- DATA FOR THE TASK:
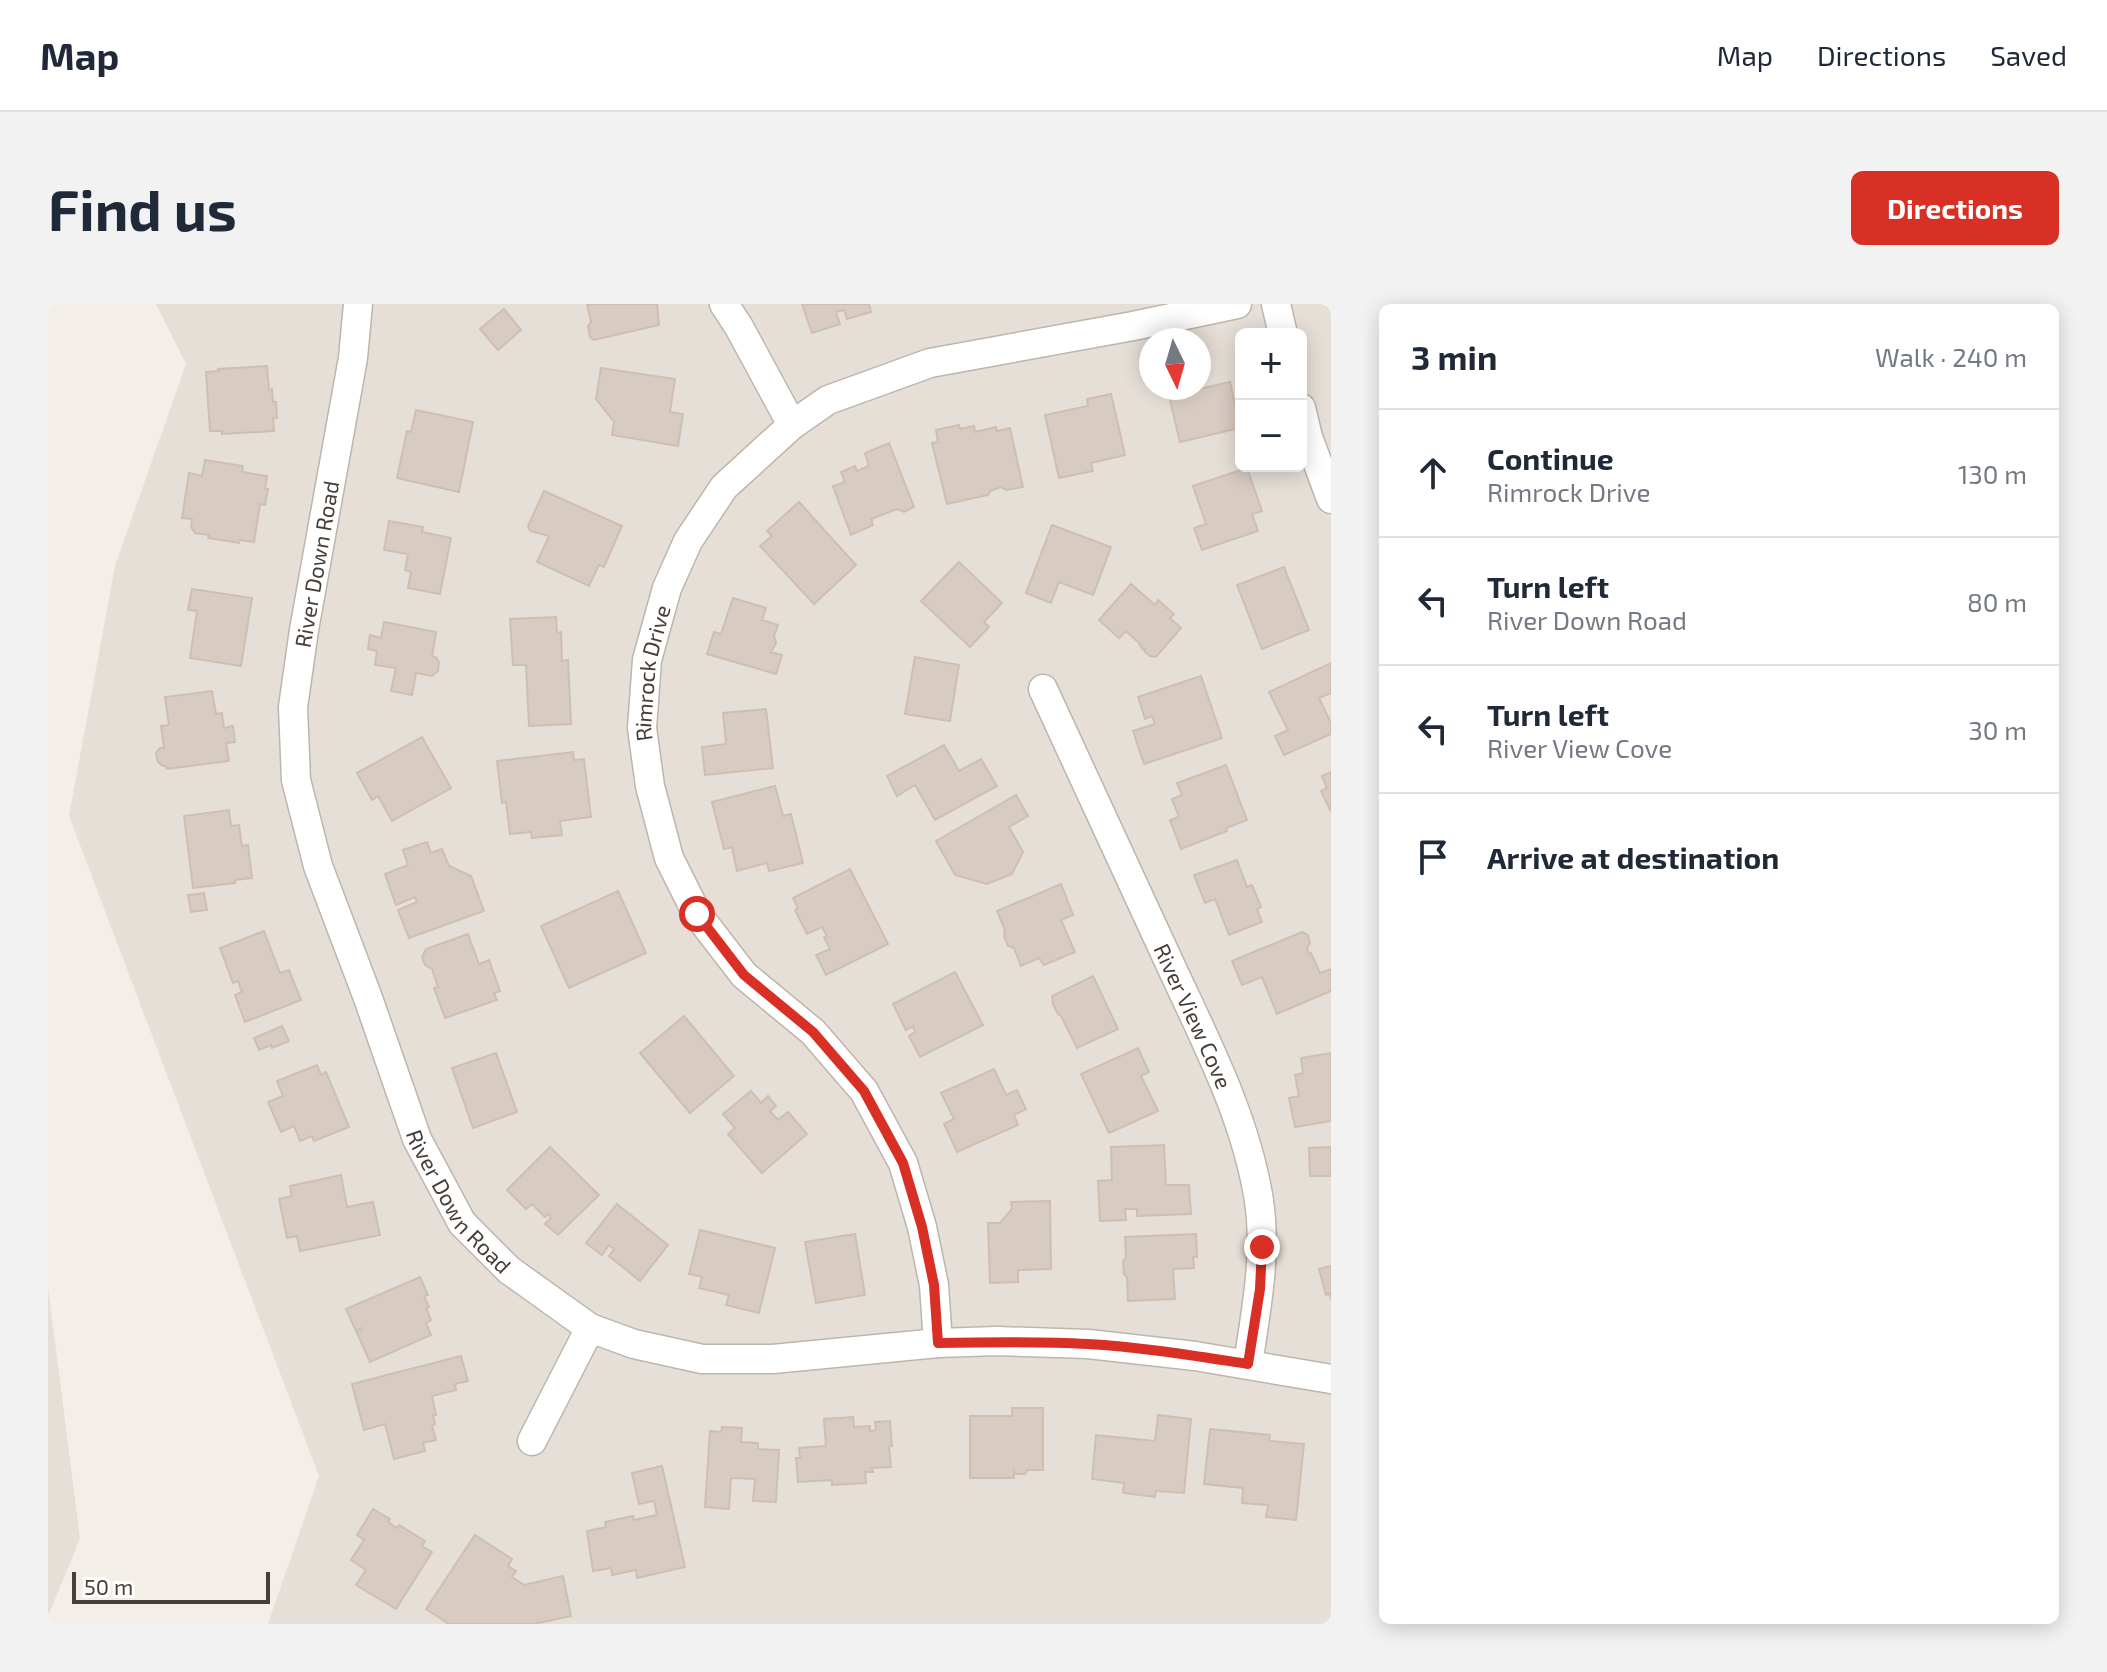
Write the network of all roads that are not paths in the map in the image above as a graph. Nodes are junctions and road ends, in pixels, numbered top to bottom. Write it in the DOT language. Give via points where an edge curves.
graph roads {
  1 [pos="358,304"];
  2 [pos="1237,304"];
  3 [pos="1276,304"];
  4 [pos="733,312"];
  5 [pos="1129,315"];
  6 [pos="1282,328"];
  7 [pos="792,425"];
  8 [pos="1307,433"];
  9 [pos="1331,499"];
  10 [pos="1043,689"];
  11 [pos="590,1328"];
  12 [pos="938,1343"];
  13 [pos="1248,1364"];
  14 [pos="1331,1379"];
  15 [pos="532,1441"];
  1 -- 11 [label="street, River Down Road" via="293,707 296,780 318,866 417,1139 462,1223 509,1270"];
  2 -- 5 [label="street, Rimrock Drive"];
  3 -- 6 [label="street"];
  4 -- 7 [label="street"];
  5 -- 7 [label="street, Rimrock Drive" via="930,363 828,400"];
  7 -- 12 [label="street, Rimrock Drive" via="724,487 688,541 667,588 647,660 642,728 650,786 669,858 697,914 744,975 813,1032 864,1091 903,1163 934,1285"];
  8 -- 9 [label="street"];
  10 -- 13 [label="street, River View Cove" via="1215,1061 1245,1140 1262,1247"];
  11 -- 12 [label="street, River Down Road" via="702,1359 773,1359"];
  11 -- 15 [label="street"];
  12 -- 13 [label="street, River Down Road" via="1088,1344"];
  13 -- 14 [label="street, River Down Road"];
}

- ASSIGNMENT:
Go through the listing above and retype each line exactly, apart from the pictures.

- ANSWER FOR THE TASK:
Write the network of all roads that are not paths in the map in the image above as a graph. Nodes are junctions and road ends, in pixels, numbered top to bottom. Write it in the DOT language. Give via points where an edge curves.
graph roads {
  1 [pos="358,304"];
  2 [pos="1237,304"];
  3 [pos="1276,304"];
  4 [pos="733,312"];
  5 [pos="1129,315"];
  6 [pos="1282,328"];
  7 [pos="792,425"];
  8 [pos="1307,433"];
  9 [pos="1331,499"];
  10 [pos="1043,689"];
  11 [pos="590,1328"];
  12 [pos="938,1343"];
  13 [pos="1248,1364"];
  14 [pos="1331,1379"];
  15 [pos="532,1441"];
  1 -- 11 [label="street, River Down Road" via="293,707 296,780 318,866 417,1139 462,1223 509,1270"];
  2 -- 5 [label="street, Rimrock Drive"];
  3 -- 6 [label="street"];
  4 -- 7 [label="street"];
  5 -- 7 [label="street, Rimrock Drive" via="930,363 828,400"];
  7 -- 12 [label="street, Rimrock Drive" via="724,487 688,541 667,588 647,660 642,728 650,786 669,858 697,914 744,975 813,1032 864,1091 903,1163 934,1285"];
  8 -- 9 [label="street"];
  10 -- 13 [label="street, River View Cove" via="1215,1061 1245,1140 1262,1247"];
  11 -- 12 [label="street, River Down Road" via="702,1359 773,1359"];
  11 -- 15 [label="street"];
  12 -- 13 [label="street, River Down Road" via="1088,1344"];
  13 -- 14 [label="street, River Down Road"];
}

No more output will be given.